AIM OF THE TASK: Among the lines below, which ones contain the word "that"? Copy every such line.

* * * * * * *

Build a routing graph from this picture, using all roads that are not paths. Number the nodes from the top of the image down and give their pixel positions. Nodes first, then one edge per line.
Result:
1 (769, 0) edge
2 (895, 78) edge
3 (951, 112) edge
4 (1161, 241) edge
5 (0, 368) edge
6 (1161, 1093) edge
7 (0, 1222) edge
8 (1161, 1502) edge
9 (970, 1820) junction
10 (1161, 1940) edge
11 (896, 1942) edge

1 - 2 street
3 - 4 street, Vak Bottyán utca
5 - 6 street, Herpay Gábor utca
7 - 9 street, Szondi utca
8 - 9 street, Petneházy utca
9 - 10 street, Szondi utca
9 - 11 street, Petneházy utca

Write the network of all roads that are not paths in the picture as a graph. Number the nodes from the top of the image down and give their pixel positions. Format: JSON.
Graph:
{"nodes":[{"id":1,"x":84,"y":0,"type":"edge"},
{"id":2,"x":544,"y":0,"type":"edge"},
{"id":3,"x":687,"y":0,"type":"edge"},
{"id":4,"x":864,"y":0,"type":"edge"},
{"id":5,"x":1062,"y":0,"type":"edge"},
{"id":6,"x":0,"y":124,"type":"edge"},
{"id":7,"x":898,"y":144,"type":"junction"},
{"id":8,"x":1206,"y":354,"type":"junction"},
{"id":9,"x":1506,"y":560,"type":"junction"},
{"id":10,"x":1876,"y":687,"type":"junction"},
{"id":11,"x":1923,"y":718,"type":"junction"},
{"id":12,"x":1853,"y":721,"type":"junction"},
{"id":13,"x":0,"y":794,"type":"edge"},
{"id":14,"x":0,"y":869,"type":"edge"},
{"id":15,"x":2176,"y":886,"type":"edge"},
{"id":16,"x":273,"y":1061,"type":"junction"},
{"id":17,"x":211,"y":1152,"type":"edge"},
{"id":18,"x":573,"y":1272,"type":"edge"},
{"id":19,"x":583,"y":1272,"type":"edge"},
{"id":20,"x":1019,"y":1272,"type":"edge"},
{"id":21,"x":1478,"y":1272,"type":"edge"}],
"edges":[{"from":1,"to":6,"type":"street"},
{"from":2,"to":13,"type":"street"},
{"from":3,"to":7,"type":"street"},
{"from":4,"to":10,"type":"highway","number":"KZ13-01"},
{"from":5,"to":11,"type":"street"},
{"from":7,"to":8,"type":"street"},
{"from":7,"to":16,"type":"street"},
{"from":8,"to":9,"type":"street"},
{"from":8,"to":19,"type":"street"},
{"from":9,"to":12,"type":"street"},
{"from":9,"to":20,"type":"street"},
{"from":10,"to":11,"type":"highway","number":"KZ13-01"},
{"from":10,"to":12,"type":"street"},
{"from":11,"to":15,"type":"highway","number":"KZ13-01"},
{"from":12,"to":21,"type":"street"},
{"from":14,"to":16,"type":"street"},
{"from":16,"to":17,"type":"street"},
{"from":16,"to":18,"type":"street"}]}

* * * * * * *

PROBLEM SOLUTION:
Build a routing graph from this picture, using all roads that are not paths. Number the nodes from the top of the image down and give their pixel positions. Nodes first, then one edge per line.
Write the network of all roads that are not paths in the picture as a graph. Number the nodes from the top of the image down and give their pixel positions. Format: JSON.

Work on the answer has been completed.